Bank Indonesia governor Perry Warjiyo reacts before a media briefing at Bank Indonesia headquarters in Jakarta, Friday (29/06). (Reuters Photo/Willy Kurniawan)

Bank Indonesia Aggressively Raises Rates to Defend Rupiah

JUNE 29, 2018

Updated at 7.04 p.m.

Jakarta. Indonesia's central bank on Friday (29/06) raised its benchmark rate by twice as much as the market expected, becoming the most hawkish Asian central bank as it ramps up efforts to defend the volatile rupiah and stem a sell-off washing across emerging markets.

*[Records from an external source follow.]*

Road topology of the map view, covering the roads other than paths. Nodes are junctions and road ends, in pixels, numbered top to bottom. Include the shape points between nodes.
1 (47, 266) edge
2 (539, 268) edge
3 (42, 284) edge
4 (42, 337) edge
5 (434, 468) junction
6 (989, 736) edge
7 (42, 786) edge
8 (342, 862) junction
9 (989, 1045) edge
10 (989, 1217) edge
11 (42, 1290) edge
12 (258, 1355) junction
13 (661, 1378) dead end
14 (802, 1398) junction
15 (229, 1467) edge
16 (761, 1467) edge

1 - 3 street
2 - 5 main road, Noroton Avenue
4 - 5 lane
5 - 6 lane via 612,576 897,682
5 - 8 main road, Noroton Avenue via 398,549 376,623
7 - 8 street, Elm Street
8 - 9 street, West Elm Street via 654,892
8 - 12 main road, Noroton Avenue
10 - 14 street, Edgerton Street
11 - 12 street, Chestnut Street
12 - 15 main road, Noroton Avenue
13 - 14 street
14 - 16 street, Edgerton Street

Bank Indonesia (BI) hiked the seven-day reverse repo rate by 50 basis points (bps) to 5.25 percent. A Reuters poll projected a 25 bps increase.

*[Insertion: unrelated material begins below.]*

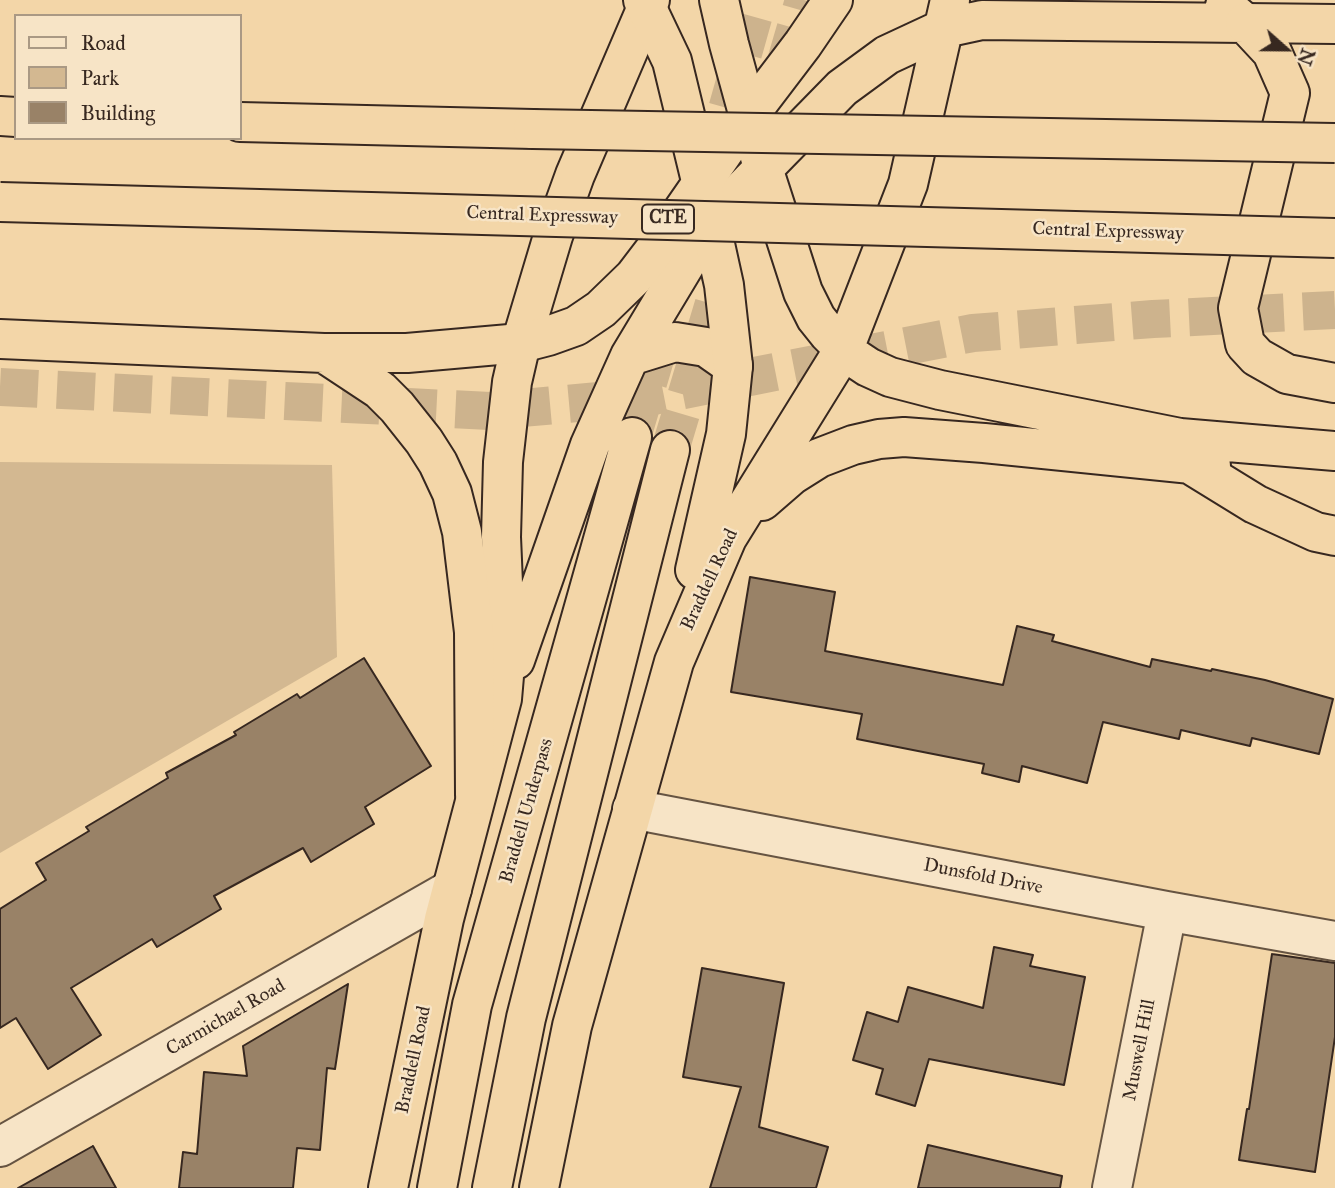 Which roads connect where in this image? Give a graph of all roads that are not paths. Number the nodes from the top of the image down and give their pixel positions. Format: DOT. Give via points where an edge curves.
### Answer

Friday's hike was Indonesia's third in six weeks and comes as more vulnerable markets saw a sell-off intensify this week on a range of factors from rising oil prices to a trade war embroiling China, the United States and other leading economies.

"The decision on interest rates is a continuation of BI's pre-emptive and front-loading [strategy] in keeping the competitiveness of the domestic financial market," governor Perry Warjiyo told reporters.

The governor of BI, which has now outpaced the two hikes by the Philippines and one by India, also said he expected the 50 bps increase "will attract inflows, especially in fixed income. The inflow through government bonds should raise dollar supply and support rupiah stability."

Still, Perry said, the central bank will continue to intervene in forex and bond markets to help prop up the rupiah.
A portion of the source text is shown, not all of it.